Thursday, 4 March 2010
A Load of Cobblers'
A sparking well-paced revival brings fresh life to a family drama with feminist overtones in Thom Southerland’s revival of Hobson’s Choice at the cosy but comfortable Broadway Studio in Catford.
The piece follows three daughters of a bullying shopkeeper struggling to achieve independence and identity against a background of male supremacy, alcoholism and Victorian mill-town poverty.
And it’s very funny.
Its author Harold Brighouse might have been inspired by Chekhov’s Three Sisters when he was at Manchester Grammar, but deserves credit for pioneering the ‘Northern Drama’ twenty years before his contemporary J. B. Priestley.

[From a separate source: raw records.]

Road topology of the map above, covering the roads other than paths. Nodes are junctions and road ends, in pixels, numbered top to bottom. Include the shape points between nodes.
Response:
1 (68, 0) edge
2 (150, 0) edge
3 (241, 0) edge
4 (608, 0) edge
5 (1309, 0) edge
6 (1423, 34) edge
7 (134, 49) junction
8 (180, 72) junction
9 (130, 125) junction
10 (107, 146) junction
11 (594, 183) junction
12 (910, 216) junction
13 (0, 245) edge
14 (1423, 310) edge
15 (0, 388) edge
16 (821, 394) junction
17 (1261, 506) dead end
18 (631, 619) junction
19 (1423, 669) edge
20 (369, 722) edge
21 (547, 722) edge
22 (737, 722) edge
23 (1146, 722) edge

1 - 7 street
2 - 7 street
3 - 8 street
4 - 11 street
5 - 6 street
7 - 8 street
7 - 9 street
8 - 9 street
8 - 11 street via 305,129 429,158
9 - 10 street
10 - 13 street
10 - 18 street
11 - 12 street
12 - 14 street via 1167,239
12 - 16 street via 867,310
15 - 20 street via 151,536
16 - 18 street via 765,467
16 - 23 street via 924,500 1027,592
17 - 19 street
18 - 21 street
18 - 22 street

What’s interesting is how modern audiences react differently to the ‘issues’ in the play: it would have been considered completely normal at the time for a master to thrash his apprentices with a belt, and highly comical that a young woman should have the temerity to set up in business in competition with her father.
We identify strongly with the self-improving Maggie, played with conviction by Tegwen Tucker and delivering some of the best comic lines - although she could extend the range of her emotions and gestures without losing the controlled determination of the character, and it’s harder to feel compassion for the ‘abuser’ as we’d probably call him today, despite Anthony Wise‘s fine interpretation of Henry Horatio Hobson which is as authentic and vulnerable as possible within the confines of the script.
As Maggie’s gawkily reluctant fiancée Will Mossop, Sean Pol McGreevy makes an excellent start and his body language is perfect, but as the character grows in confidence his accent takes a trip across the Pennines finishing somewhere in the suburbs of Newcastle, canny lad. Otherwise, the Salford inflections hold up well throughout the faultless supporting cast, defying any potential to slip into Victoria Wood parody.
The mauve silk dresses with tight bodices and bustles sported by the Hobson sisters seemed more appropriate for the Wild West than the North West, but the play is set in 1880, the same year as Southerland favourite Annie Get Your Gun which is also about a strong woman making her way in a man's world, and makes you wonder whether there’s a wonderfully surreal combination show to be cobbled together from the two
until then, this is a real and refreshing slice of Lancashire life well worth the journey to Catford.